- [Input data]
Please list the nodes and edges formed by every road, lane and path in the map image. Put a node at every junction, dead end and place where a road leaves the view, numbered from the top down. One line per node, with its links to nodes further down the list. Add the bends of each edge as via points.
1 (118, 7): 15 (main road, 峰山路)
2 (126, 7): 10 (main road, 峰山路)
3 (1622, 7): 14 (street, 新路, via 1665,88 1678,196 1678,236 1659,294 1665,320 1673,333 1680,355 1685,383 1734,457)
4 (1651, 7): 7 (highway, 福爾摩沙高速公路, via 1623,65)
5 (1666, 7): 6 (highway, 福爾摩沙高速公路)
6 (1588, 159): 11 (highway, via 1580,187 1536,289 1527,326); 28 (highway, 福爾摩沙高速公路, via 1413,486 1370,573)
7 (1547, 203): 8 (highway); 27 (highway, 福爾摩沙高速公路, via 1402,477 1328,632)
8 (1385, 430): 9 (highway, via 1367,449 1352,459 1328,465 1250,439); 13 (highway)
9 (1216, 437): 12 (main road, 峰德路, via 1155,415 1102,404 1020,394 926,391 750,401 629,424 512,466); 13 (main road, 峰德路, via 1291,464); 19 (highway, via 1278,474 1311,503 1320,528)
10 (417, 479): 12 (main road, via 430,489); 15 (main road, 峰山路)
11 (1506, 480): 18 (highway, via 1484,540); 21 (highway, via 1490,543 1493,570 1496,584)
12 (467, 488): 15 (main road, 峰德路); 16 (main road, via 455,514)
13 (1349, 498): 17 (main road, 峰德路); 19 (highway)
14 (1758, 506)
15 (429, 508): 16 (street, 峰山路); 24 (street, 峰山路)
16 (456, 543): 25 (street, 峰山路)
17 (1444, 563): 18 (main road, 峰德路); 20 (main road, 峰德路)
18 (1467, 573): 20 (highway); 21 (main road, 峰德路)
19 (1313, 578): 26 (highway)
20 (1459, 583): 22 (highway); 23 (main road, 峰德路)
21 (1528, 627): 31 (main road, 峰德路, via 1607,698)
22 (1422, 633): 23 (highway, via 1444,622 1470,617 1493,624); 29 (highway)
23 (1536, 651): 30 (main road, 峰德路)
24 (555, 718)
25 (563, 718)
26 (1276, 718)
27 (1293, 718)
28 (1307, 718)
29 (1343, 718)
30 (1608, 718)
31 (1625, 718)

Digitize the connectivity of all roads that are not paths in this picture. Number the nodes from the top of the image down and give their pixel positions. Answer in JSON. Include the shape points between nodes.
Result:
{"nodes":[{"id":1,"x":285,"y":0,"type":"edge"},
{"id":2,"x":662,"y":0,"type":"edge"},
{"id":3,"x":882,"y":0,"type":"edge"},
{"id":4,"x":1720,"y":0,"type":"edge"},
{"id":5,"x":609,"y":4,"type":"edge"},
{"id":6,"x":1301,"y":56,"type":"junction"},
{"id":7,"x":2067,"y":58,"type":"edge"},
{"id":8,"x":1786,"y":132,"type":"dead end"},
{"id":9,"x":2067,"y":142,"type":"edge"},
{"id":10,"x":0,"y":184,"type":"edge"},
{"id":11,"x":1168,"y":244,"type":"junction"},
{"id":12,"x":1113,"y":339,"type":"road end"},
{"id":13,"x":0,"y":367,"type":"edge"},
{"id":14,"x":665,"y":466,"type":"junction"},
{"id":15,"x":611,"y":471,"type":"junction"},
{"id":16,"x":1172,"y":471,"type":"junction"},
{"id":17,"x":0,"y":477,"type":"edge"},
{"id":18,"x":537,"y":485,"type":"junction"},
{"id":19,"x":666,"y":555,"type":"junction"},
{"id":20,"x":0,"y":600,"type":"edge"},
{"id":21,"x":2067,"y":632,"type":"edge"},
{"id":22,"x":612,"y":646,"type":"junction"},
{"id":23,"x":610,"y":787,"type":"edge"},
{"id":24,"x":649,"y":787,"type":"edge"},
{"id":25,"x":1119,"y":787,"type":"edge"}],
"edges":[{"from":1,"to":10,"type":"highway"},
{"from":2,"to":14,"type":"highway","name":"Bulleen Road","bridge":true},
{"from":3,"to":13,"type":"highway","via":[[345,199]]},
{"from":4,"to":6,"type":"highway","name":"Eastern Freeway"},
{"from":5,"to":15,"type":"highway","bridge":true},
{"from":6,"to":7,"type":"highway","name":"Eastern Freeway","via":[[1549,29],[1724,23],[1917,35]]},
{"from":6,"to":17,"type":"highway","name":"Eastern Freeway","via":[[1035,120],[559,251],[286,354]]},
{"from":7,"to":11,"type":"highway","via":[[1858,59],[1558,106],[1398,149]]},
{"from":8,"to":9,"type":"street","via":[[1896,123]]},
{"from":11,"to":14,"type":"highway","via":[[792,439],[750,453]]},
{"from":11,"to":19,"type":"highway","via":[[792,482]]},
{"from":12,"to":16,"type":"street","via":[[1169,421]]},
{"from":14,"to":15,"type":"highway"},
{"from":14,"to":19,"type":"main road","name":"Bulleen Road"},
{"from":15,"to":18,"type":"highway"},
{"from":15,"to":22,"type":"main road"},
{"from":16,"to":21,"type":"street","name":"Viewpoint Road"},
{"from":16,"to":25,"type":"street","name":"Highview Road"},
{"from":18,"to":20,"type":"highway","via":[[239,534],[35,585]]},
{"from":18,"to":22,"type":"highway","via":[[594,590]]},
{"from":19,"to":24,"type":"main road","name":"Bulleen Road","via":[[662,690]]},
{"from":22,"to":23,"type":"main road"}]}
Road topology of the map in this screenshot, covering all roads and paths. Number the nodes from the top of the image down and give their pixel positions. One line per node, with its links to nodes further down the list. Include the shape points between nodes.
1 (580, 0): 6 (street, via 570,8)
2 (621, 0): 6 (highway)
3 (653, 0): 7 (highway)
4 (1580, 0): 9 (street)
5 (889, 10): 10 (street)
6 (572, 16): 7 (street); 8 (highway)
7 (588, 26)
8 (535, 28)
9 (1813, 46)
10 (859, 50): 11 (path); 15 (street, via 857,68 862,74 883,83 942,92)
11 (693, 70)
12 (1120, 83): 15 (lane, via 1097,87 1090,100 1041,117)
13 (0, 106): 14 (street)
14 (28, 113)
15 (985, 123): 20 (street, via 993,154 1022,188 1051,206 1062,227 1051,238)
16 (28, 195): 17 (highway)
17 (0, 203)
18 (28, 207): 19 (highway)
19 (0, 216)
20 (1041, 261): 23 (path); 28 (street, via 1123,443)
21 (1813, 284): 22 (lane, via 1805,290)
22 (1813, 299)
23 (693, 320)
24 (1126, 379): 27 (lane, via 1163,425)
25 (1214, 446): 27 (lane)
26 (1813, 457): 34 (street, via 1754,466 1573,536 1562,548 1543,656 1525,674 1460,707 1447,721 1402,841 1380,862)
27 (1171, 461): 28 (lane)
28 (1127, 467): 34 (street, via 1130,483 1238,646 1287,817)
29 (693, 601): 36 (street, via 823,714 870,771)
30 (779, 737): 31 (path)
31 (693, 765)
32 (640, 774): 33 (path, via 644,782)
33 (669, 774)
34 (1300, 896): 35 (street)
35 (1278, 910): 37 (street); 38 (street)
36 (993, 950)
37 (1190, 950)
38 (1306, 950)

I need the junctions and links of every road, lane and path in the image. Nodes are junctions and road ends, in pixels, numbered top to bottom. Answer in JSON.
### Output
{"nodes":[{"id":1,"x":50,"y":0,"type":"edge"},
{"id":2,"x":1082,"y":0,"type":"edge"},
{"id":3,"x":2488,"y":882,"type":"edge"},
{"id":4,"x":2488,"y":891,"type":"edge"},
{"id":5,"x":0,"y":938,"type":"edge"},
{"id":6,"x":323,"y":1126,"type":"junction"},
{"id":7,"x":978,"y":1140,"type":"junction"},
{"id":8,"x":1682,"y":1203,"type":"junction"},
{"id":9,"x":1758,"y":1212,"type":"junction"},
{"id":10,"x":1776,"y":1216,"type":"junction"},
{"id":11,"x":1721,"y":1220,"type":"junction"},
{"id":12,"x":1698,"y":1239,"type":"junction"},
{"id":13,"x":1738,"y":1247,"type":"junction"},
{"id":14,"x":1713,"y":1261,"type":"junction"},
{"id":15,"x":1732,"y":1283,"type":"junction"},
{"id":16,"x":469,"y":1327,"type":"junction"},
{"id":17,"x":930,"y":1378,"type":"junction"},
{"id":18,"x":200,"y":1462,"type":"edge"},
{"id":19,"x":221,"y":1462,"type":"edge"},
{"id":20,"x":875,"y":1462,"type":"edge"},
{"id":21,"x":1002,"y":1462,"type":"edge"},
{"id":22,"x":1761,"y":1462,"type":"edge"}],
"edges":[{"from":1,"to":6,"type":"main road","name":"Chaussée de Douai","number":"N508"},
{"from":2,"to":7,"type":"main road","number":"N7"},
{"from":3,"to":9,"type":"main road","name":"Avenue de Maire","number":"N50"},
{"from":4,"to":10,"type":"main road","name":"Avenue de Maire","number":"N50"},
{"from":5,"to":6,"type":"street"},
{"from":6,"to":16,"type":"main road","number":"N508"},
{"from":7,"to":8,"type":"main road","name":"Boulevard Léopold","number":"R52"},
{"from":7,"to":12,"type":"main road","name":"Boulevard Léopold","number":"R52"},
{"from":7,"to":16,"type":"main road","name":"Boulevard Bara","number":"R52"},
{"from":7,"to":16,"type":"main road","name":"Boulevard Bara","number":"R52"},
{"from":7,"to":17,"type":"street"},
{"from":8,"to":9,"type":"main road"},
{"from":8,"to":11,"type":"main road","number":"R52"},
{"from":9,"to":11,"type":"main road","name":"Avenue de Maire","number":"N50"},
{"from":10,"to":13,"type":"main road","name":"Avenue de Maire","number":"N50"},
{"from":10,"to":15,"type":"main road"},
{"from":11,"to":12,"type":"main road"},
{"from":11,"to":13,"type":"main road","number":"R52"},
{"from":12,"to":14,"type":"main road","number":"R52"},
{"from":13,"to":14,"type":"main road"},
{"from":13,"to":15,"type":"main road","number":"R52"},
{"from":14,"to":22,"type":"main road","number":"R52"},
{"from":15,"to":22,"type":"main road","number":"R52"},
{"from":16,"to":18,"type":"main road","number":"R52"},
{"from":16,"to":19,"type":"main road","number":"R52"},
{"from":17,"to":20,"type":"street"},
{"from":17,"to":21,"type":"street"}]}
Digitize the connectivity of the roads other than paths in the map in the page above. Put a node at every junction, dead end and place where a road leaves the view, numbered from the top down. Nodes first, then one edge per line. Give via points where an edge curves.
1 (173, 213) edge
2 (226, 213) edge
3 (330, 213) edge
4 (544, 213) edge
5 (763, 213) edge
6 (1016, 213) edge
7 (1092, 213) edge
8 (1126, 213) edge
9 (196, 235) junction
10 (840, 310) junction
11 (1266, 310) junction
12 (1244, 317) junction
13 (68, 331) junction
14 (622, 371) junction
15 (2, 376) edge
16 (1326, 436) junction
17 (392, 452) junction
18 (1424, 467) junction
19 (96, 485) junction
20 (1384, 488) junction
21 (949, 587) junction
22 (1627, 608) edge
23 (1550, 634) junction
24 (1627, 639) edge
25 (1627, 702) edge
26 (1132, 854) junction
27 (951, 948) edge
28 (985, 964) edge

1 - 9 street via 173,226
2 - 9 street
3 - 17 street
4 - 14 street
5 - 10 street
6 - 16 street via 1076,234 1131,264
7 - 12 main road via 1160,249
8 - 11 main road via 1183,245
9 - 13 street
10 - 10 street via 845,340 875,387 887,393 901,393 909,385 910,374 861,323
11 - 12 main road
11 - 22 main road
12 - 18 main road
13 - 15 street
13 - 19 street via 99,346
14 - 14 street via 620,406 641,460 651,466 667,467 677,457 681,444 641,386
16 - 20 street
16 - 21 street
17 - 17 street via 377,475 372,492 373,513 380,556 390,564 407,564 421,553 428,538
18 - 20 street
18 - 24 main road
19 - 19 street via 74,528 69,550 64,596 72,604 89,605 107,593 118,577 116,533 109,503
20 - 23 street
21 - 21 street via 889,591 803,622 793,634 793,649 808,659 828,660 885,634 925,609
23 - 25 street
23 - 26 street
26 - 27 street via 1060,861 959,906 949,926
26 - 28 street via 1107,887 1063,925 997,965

- [About this exercise] Wherever the word "every" appears in a line of the data above, copy that line.

- [The answer]
Please list the nodes and edges formed by every road, lane and path in the map image. Put a node at every junction, dead end and place where a road leaves the view, numbered from the top down. One line per node, with its links to nodes further down the list. Add the bends of each edge as via points.
I need the junctions and links of every road, lane and path in the image. Nodes are junctions and road ends, in pixels, numbered top to bottom. Answer in JSON.
Digitize the connectivity of the roads other than paths in the map in the page above. Put a node at every junction, dead end and place where a road leaves the view, numbered from the top down. Nodes first, then one edge per line. Give via points where an edge curves.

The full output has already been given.